SOURCE MATERIAL -
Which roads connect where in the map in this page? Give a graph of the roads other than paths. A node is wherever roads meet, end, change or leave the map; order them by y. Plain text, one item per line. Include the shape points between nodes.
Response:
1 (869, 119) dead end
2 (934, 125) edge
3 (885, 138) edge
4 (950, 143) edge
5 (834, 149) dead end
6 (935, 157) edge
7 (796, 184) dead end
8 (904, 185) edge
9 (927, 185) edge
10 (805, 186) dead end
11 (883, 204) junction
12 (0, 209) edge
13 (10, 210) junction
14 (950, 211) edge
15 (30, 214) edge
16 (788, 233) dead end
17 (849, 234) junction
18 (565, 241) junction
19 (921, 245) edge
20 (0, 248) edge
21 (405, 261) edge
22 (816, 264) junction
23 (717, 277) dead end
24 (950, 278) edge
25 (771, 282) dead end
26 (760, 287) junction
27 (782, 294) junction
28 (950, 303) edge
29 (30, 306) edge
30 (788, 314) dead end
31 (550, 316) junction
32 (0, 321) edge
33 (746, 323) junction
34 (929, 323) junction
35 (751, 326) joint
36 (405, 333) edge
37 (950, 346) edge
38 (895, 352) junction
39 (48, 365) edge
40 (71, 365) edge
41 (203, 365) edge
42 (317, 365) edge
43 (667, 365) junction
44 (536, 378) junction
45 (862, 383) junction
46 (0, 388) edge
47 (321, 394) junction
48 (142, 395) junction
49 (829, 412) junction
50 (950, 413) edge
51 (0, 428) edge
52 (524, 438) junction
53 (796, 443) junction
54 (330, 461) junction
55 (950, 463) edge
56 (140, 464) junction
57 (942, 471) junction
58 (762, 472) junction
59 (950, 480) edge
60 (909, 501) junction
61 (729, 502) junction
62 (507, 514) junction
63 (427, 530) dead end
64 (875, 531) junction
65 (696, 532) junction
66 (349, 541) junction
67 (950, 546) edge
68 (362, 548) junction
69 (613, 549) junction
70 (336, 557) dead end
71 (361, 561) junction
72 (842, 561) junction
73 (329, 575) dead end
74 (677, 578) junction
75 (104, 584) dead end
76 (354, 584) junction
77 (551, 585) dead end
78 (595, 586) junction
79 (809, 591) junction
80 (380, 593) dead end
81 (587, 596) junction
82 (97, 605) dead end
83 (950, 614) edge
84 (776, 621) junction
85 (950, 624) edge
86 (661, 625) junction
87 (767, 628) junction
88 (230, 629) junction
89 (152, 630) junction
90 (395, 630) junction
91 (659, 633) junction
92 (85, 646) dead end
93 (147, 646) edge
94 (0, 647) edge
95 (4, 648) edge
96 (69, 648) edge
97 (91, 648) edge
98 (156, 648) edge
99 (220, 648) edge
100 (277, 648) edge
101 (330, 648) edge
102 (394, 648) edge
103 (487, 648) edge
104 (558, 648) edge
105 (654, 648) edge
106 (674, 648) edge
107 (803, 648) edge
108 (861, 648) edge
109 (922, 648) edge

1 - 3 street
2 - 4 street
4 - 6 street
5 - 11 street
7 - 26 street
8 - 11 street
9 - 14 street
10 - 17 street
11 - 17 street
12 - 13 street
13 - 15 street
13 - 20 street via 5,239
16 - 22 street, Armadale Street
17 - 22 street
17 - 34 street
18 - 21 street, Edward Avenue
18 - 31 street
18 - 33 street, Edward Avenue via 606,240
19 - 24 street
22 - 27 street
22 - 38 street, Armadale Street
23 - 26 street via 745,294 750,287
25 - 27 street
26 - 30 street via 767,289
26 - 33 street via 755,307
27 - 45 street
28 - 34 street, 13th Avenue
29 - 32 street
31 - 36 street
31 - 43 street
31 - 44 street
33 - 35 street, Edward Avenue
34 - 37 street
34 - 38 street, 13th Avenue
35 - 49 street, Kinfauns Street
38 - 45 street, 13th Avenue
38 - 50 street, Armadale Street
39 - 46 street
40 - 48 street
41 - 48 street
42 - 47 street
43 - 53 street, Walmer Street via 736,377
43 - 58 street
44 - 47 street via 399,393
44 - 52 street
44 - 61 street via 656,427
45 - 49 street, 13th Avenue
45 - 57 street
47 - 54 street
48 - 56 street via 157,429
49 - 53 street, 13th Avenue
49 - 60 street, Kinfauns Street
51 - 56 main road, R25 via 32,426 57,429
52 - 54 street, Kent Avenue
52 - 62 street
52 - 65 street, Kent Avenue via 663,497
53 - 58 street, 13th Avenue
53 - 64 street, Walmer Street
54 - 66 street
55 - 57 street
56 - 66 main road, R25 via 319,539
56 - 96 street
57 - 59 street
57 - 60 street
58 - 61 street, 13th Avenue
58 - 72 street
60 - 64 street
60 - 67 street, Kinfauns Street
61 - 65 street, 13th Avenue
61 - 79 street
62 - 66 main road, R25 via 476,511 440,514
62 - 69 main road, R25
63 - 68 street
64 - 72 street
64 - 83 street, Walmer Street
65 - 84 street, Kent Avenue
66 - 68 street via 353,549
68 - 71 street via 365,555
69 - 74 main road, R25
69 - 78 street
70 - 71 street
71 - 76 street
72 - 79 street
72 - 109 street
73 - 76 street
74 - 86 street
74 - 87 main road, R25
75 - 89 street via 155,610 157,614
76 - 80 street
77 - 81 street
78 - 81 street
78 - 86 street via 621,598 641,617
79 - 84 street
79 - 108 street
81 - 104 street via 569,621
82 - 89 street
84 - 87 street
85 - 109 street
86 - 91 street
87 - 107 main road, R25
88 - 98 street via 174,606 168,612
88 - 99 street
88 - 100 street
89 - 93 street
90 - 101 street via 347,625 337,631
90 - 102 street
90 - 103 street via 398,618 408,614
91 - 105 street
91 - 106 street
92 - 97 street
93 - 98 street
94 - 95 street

INSTRUCTIONS TO FOLLOW -
Nothing in the records may change; write them out again in full.

TASK RESPONSE -
Which roads connect where in the map in this page? Give a graph of the roads other than paths. A node is wherever roads meet, end, change or leave the map; order them by y. Plain text, one item per line. Include the shape points between nodes.
Response:
1 (869, 119) dead end
2 (934, 125) edge
3 (885, 138) edge
4 (950, 143) edge
5 (834, 149) dead end
6 (935, 157) edge
7 (796, 184) dead end
8 (904, 185) edge
9 (927, 185) edge
10 (805, 186) dead end
11 (883, 204) junction
12 (0, 209) edge
13 (10, 210) junction
14 (950, 211) edge
15 (30, 214) edge
16 (788, 233) dead end
17 (849, 234) junction
18 (565, 241) junction
19 (921, 245) edge
20 (0, 248) edge
21 (405, 261) edge
22 (816, 264) junction
23 (717, 277) dead end
24 (950, 278) edge
25 (771, 282) dead end
26 (760, 287) junction
27 (782, 294) junction
28 (950, 303) edge
29 (30, 306) edge
30 (788, 314) dead end
31 (550, 316) junction
32 (0, 321) edge
33 (746, 323) junction
34 (929, 323) junction
35 (751, 326) joint
36 (405, 333) edge
37 (950, 346) edge
38 (895, 352) junction
39 (48, 365) edge
40 (71, 365) edge
41 (203, 365) edge
42 (317, 365) edge
43 (667, 365) junction
44 (536, 378) junction
45 (862, 383) junction
46 (0, 388) edge
47 (321, 394) junction
48 (142, 395) junction
49 (829, 412) junction
50 (950, 413) edge
51 (0, 428) edge
52 (524, 438) junction
53 (796, 443) junction
54 (330, 461) junction
55 (950, 463) edge
56 (140, 464) junction
57 (942, 471) junction
58 (762, 472) junction
59 (950, 480) edge
60 (909, 501) junction
61 (729, 502) junction
62 (507, 514) junction
63 (427, 530) dead end
64 (875, 531) junction
65 (696, 532) junction
66 (349, 541) junction
67 (950, 546) edge
68 (362, 548) junction
69 (613, 549) junction
70 (336, 557) dead end
71 (361, 561) junction
72 (842, 561) junction
73 (329, 575) dead end
74 (677, 578) junction
75 (104, 584) dead end
76 (354, 584) junction
77 (551, 585) dead end
78 (595, 586) junction
79 (809, 591) junction
80 (380, 593) dead end
81 (587, 596) junction
82 (97, 605) dead end
83 (950, 614) edge
84 (776, 621) junction
85 (950, 624) edge
86 (661, 625) junction
87 (767, 628) junction
88 (230, 629) junction
89 (152, 630) junction
90 (395, 630) junction
91 (659, 633) junction
92 (85, 646) dead end
93 (147, 646) edge
94 (0, 647) edge
95 (4, 648) edge
96 (69, 648) edge
97 (91, 648) edge
98 (156, 648) edge
99 (220, 648) edge
100 (277, 648) edge
101 (330, 648) edge
102 (394, 648) edge
103 (487, 648) edge
104 (558, 648) edge
105 (654, 648) edge
106 (674, 648) edge
107 (803, 648) edge
108 (861, 648) edge
109 (922, 648) edge

1 - 3 street
2 - 4 street
4 - 6 street
5 - 11 street
7 - 26 street
8 - 11 street
9 - 14 street
10 - 17 street
11 - 17 street
12 - 13 street
13 - 15 street
13 - 20 street via 5,239
16 - 22 street, Armadale Street
17 - 22 street
17 - 34 street
18 - 21 street, Edward Avenue
18 - 31 street
18 - 33 street, Edward Avenue via 606,240
19 - 24 street
22 - 27 street
22 - 38 street, Armadale Street
23 - 26 street via 745,294 750,287
25 - 27 street
26 - 30 street via 767,289
26 - 33 street via 755,307
27 - 45 street
28 - 34 street, 13th Avenue
29 - 32 street
31 - 36 street
31 - 43 street
31 - 44 street
33 - 35 street, Edward Avenue
34 - 37 street
34 - 38 street, 13th Avenue
35 - 49 street, Kinfauns Street
38 - 45 street, 13th Avenue
38 - 50 street, Armadale Street
39 - 46 street
40 - 48 street
41 - 48 street
42 - 47 street
43 - 53 street, Walmer Street via 736,377
43 - 58 street
44 - 47 street via 399,393
44 - 52 street
44 - 61 street via 656,427
45 - 49 street, 13th Avenue
45 - 57 street
47 - 54 street
48 - 56 street via 157,429
49 - 53 street, 13th Avenue
49 - 60 street, Kinfauns Street
51 - 56 main road, R25 via 32,426 57,429
52 - 54 street, Kent Avenue
52 - 62 street
52 - 65 street, Kent Avenue via 663,497
53 - 58 street, 13th Avenue
53 - 64 street, Walmer Street
54 - 66 street
55 - 57 street
56 - 66 main road, R25 via 319,539
56 - 96 street
57 - 59 street
57 - 60 street
58 - 61 street, 13th Avenue
58 - 72 street
60 - 64 street
60 - 67 street, Kinfauns Street
61 - 65 street, 13th Avenue
61 - 79 street
62 - 66 main road, R25 via 476,511 440,514
62 - 69 main road, R25
63 - 68 street
64 - 72 street
64 - 83 street, Walmer Street
65 - 84 street, Kent Avenue
66 - 68 street via 353,549
68 - 71 street via 365,555
69 - 74 main road, R25
69 - 78 street
70 - 71 street
71 - 76 street
72 - 79 street
72 - 109 street
73 - 76 street
74 - 86 street
74 - 87 main road, R25
75 - 89 street via 155,610 157,614
76 - 80 street
77 - 81 street
78 - 81 street
78 - 86 street via 621,598 641,617
79 - 84 street
79 - 108 street
81 - 104 street via 569,621
82 - 89 street
84 - 87 street
85 - 109 street
86 - 91 street
87 - 107 main road, R25
88 - 98 street via 174,606 168,612
88 - 99 street
88 - 100 street
89 - 93 street
90 - 101 street via 347,625 337,631
90 - 102 street
90 - 103 street via 398,618 408,614
91 - 105 street
91 - 106 street
92 - 97 street
93 - 98 street
94 - 95 street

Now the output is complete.